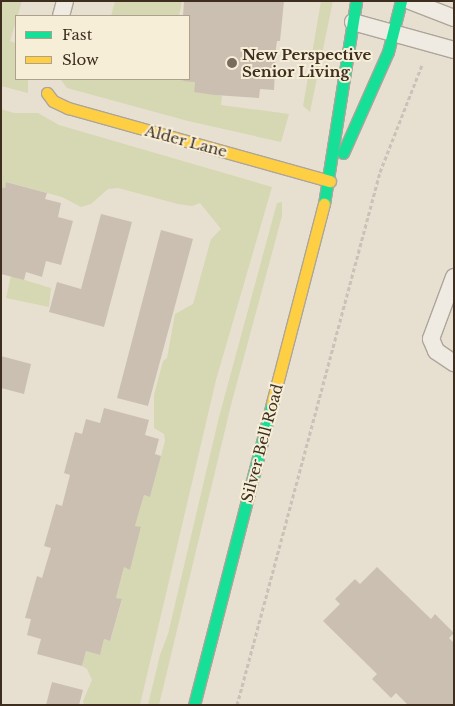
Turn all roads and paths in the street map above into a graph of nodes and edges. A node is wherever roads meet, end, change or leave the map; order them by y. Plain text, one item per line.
1 (65, 1) edge
2 (356, 1) edge
3 (401, 1) edge
4 (410, 1) edge
5 (61, 15) edge
6 (454, 18) edge
7 (353, 22) junction
8 (393, 34) junction
9 (428, 44) junction
10 (454, 50) edge
11 (46, 86) edge
12 (330, 181) junction
13 (454, 277) edge
14 (454, 363) edge
15 (194, 705) edge
16 (237, 705) edge

1 - 5 lane
2 - 7 street, Silver Bell Road
3 - 8 street, Silver Bell Road
4 - 6 lane
7 - 8 lane
7 - 12 street, Silver Bell Road
8 - 9 lane
8 - 12 street, Silver Bell Road
9 - 10 lane
9 - 16 path
11 - 12 street, Alder Lane
12 - 15 street, Silver Bell Road
13 - 14 lane

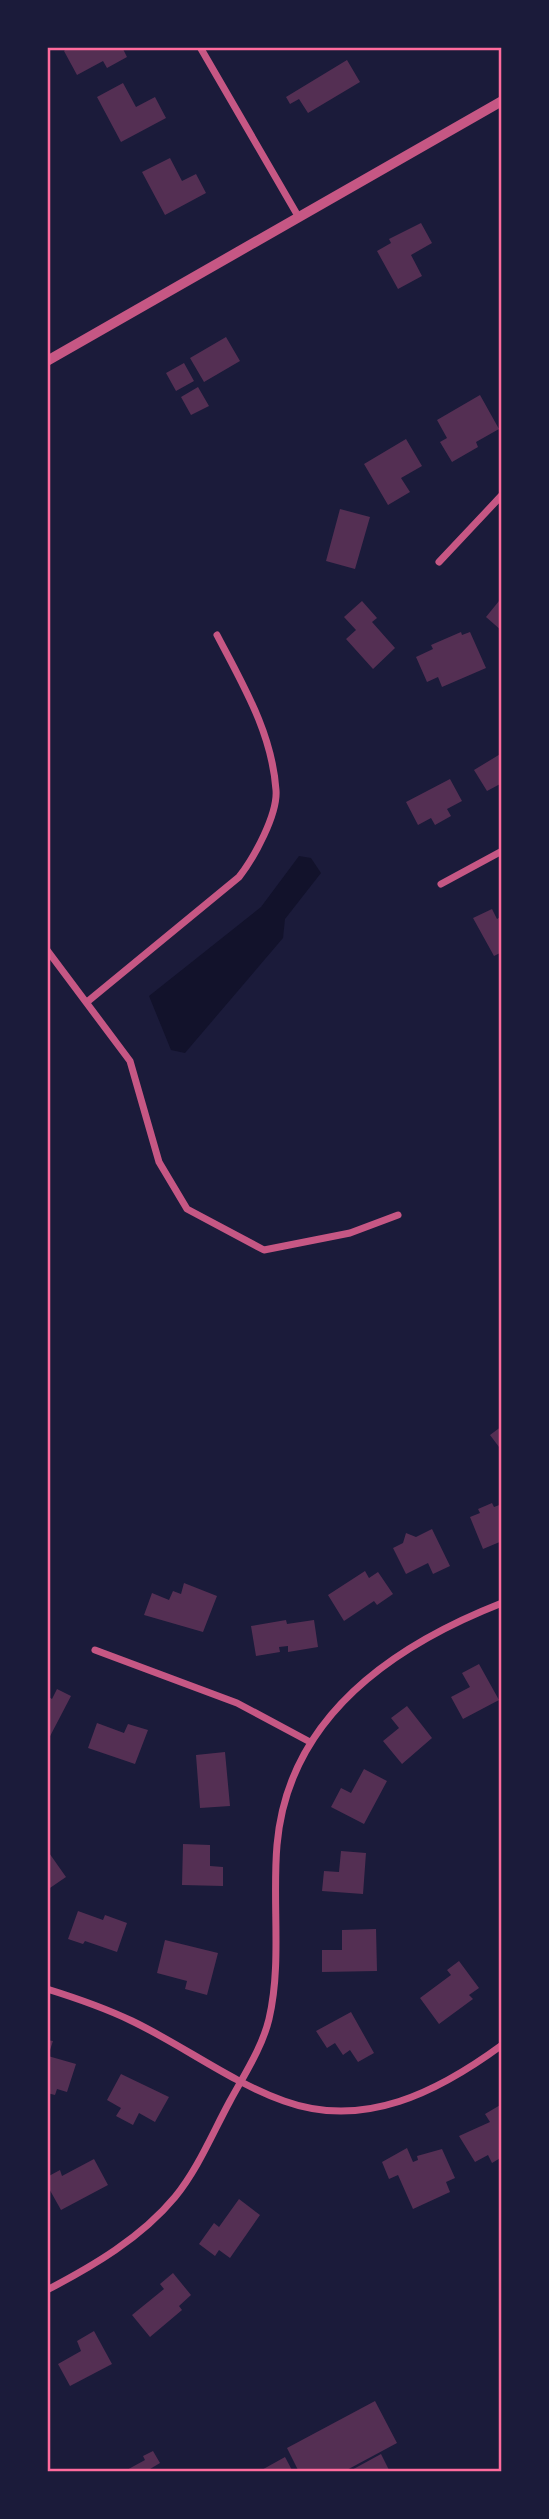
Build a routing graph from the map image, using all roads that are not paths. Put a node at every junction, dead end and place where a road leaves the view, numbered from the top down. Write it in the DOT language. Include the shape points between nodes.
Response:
graph roads {
  1 [pos="200,47"];
  2 [pos="502,101"];
  3 [pos="298,216"];
  4 [pos="47,361"];
  5 [pos="502,495"];
  6 [pos="439,562"];
  7 [pos="217,635"];
  8 [pos="502,851"];
  9 [pos="441,884"];
  10 [pos="47,950"];
  11 [pos="87,1002"];
  12 [pos="398,1215"];
  13 [pos="502,1603"];
  14 [pos="95,1650"];
  15 [pos="310,1742"];
  16 [pos="47,1989"];
  17 [pos="502,2045"];
  18 [pos="241,2080"];
  19 [pos="47,2290"];
  1 -- 3 [label="street"];
  2 -- 3 [label="street"];
  3 -- 4 [label="street"];
  5 -- 6 [label="street"];
  7 -- 11 [label="street" via="263,724 277,792 258,852 239,877"];
  8 -- 9 [label="street"];
  10 -- 11 [label="street"];
  11 -- 12 [label="street" via="130,1061 159,1162 187,1209 264,1250 350,1233"];
  13 -- 15 [label="street" via="438,1633 373,1674 329,1714"];
  14 -- 15 [label="street" via="237,1703"];
  15 -- 18 [label="street" via="291,1783 279,1826 268,2021"];
  16 -- 18 [label="street" via="133,2021"];
  17 -- 18 [label="street" via="430,2091 376,2109 330,2112 308,2108"];
  18 -- 19 [label="street" via="191,2173 167,2205 130,2239"];
}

━━━━━━━━

__Exercise requirements__
Print the records above verbatim, pictures excluded.

__Exercise solution__
Turn all roads and paths in the street map above into a graph of nodes and edges. A node is wherever roads meet, end, change or leave the map; order them by y. Plain text, one item per line.
1 (65, 1) edge
2 (356, 1) edge
3 (401, 1) edge
4 (410, 1) edge
5 (61, 15) edge
6 (454, 18) edge
7 (353, 22) junction
8 (393, 34) junction
9 (428, 44) junction
10 (454, 50) edge
11 (46, 86) edge
12 (330, 181) junction
13 (454, 277) edge
14 (454, 363) edge
15 (194, 705) edge
16 (237, 705) edge

1 - 5 lane
2 - 7 street, Silver Bell Road
3 - 8 street, Silver Bell Road
4 - 6 lane
7 - 8 lane
7 - 12 street, Silver Bell Road
8 - 9 lane
8 - 12 street, Silver Bell Road
9 - 10 lane
9 - 16 path
11 - 12 street, Alder Lane
12 - 15 street, Silver Bell Road
13 - 14 lane

Build a routing graph from the map image, using all roads that are not paths. Put a node at every junction, dead end and place where a road leaves the view, numbered from the top down. Write it in the DOT language. Include the shape points between nodes.
Response:
graph roads {
  1 [pos="200,47"];
  2 [pos="502,101"];
  3 [pos="298,216"];
  4 [pos="47,361"];
  5 [pos="502,495"];
  6 [pos="439,562"];
  7 [pos="217,635"];
  8 [pos="502,851"];
  9 [pos="441,884"];
  10 [pos="47,950"];
  11 [pos="87,1002"];
  12 [pos="398,1215"];
  13 [pos="502,1603"];
  14 [pos="95,1650"];
  15 [pos="310,1742"];
  16 [pos="47,1989"];
  17 [pos="502,2045"];
  18 [pos="241,2080"];
  19 [pos="47,2290"];
  1 -- 3 [label="street"];
  2 -- 3 [label="street"];
  3 -- 4 [label="street"];
  5 -- 6 [label="street"];
  7 -- 11 [label="street" via="263,724 277,792 258,852 239,877"];
  8 -- 9 [label="street"];
  10 -- 11 [label="street"];
  11 -- 12 [label="street" via="130,1061 159,1162 187,1209 264,1250 350,1233"];
  13 -- 15 [label="street" via="438,1633 373,1674 329,1714"];
  14 -- 15 [label="street" via="237,1703"];
  15 -- 18 [label="street" via="291,1783 279,1826 268,2021"];
  16 -- 18 [label="street" via="133,2021"];
  17 -- 18 [label="street" via="430,2091 376,2109 330,2112 308,2108"];
  18 -- 19 [label="street" via="191,2173 167,2205 130,2239"];
}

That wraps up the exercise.